You're confusing throughput & latency here. More channels increases throughput, but doesn't improve latency.

The M1's memory bandwidth is ~68GB/s, which is of course a tiny fraction of AMD Epyc's ~200GB/s per socket.

Epyc's latency isn't even competitive with AMD's own consumer parts, so I'm really not sure why you're surprised that Epyc's latency is also worse than the M1's?


I'm not surprised the latency on the M1 is better than Epyc, but it's near half of any other consumer part, like say the AMD Rzyen 5950x. When accessed in a TLB friendly way (not TLB thrashing) the M1 manages 30ns which is excellent.

Even more impressively is that the random cacheline throughput is also excellent. So if all 8 cores have a cache miss the M1 memory system is very good at keeping multiple pending requests in flight to achieve surprisingly good throughput. Granted this isn't pure latency, so I call it throughput. Getting a random cacheline per 12ns is quite good, especially for a cheap low power system. Normally getting more than 2 memory channels on a desktop requires something exotic like an AMD threadripper.


Is this a bot? This is just lifted from the article verbatim.

Do I get my Turing tester badge?


IIRC Apple got some exotic automated optimization tech when when they acquired PA Semi - I think it was mentioned in the Steve Jobs biography. The A chips have always been impressive and the timing lines up.

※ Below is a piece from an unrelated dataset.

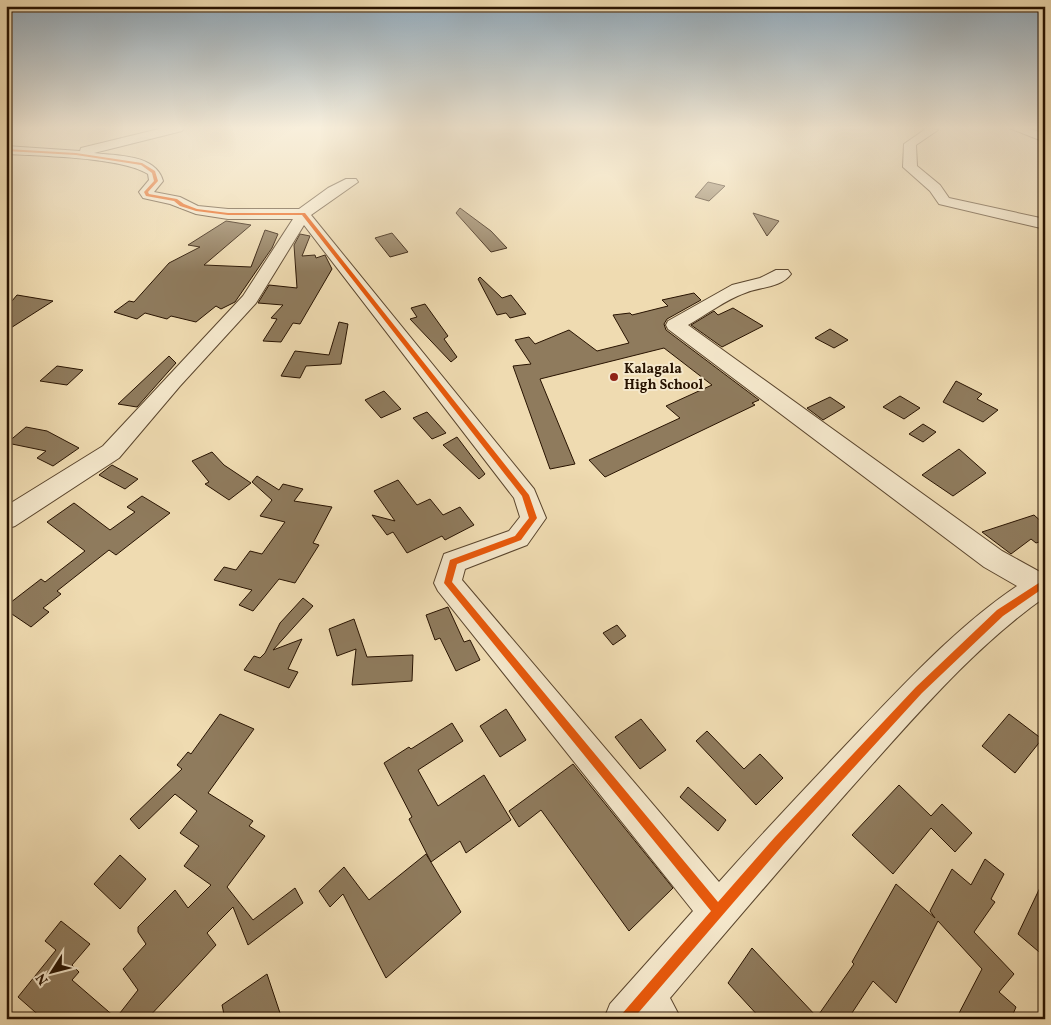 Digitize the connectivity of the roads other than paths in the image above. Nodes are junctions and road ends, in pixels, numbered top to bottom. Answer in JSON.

Did you read the article? Does not seem like it.


read the article!


I just had to jump on here to say how wrong the article is on numerous things.

- Ryzen is an APU - No it's an SoC the northbridge and memory controllers are on the CPU. All Ryzen are SoC. - Ryzen also contains the memory controller on circuit.

- CISC vs RISC - While CPUs are fundamentally this nature for x86(CISC) and ARM(RISC) they both carry similar on level instruction sets today a mix of complex and reduced.

Why is Apple's chips better at the moment? Because they actually been throwing money into the RND of the processor. cough intel cough

You actually see the same perf gains on AMD since it can now flex it's muscles. AMD laptops are getting 10+ hour battery life. If we give AMD a few more years the perf will probably escape the M1 since the chiplet design scales better.


> In real world test after test, the M1 Macs are not merely inching past top of the line Intel Macs, they are destroying them. In disbelief people have started asking how on earth this is possible?

I'm getting sick of this. The M1 is an impressive chip for sure, but it's ridiculous to compare them to the Intel chips in last year's MacBooks. Those chips were old, the cooling solution was terrible, and Intel had already fallen way behind AMD for the kinds of tasks you might actually use a MacBook for. The cynic in me thinks Apple intentionally handicapped the 2019 models to make the M1 look as good as possible... and it clearly worked.

Can we please stop comparing apples to oranges (pun intended)?

Like I said, the M1 is impressive - especially in terms of power efficiency - but we should be comparing it to the likes of an Intel Core i7-1185G7 or the imminent AMD Ryzen 7 5800U.


What are you talking about? The last gen Macbook Air and Pro had Ice Lake chips with Iris Plus graphics, why would that be not a fair comparison? Sure, the Air did have a terrible cooling system, but so does the new Air. The 2020 4-port 13” Macbook Pro that still continues to be sold as they’re the only 13” Macbooks that can be configured with 4TB SSD and 32GB RAM as of now, has a 4-core Ice Lake that Apple literally push to its limits to squeeze every ounce of performance they can, if you watched a review or two covering that machine. Linus Tech Tips complained that it was running too hot — not thermal throttling, just going really fast. And the M1’s GPU is like 2-2.5x faster than even those machines’ iGPU.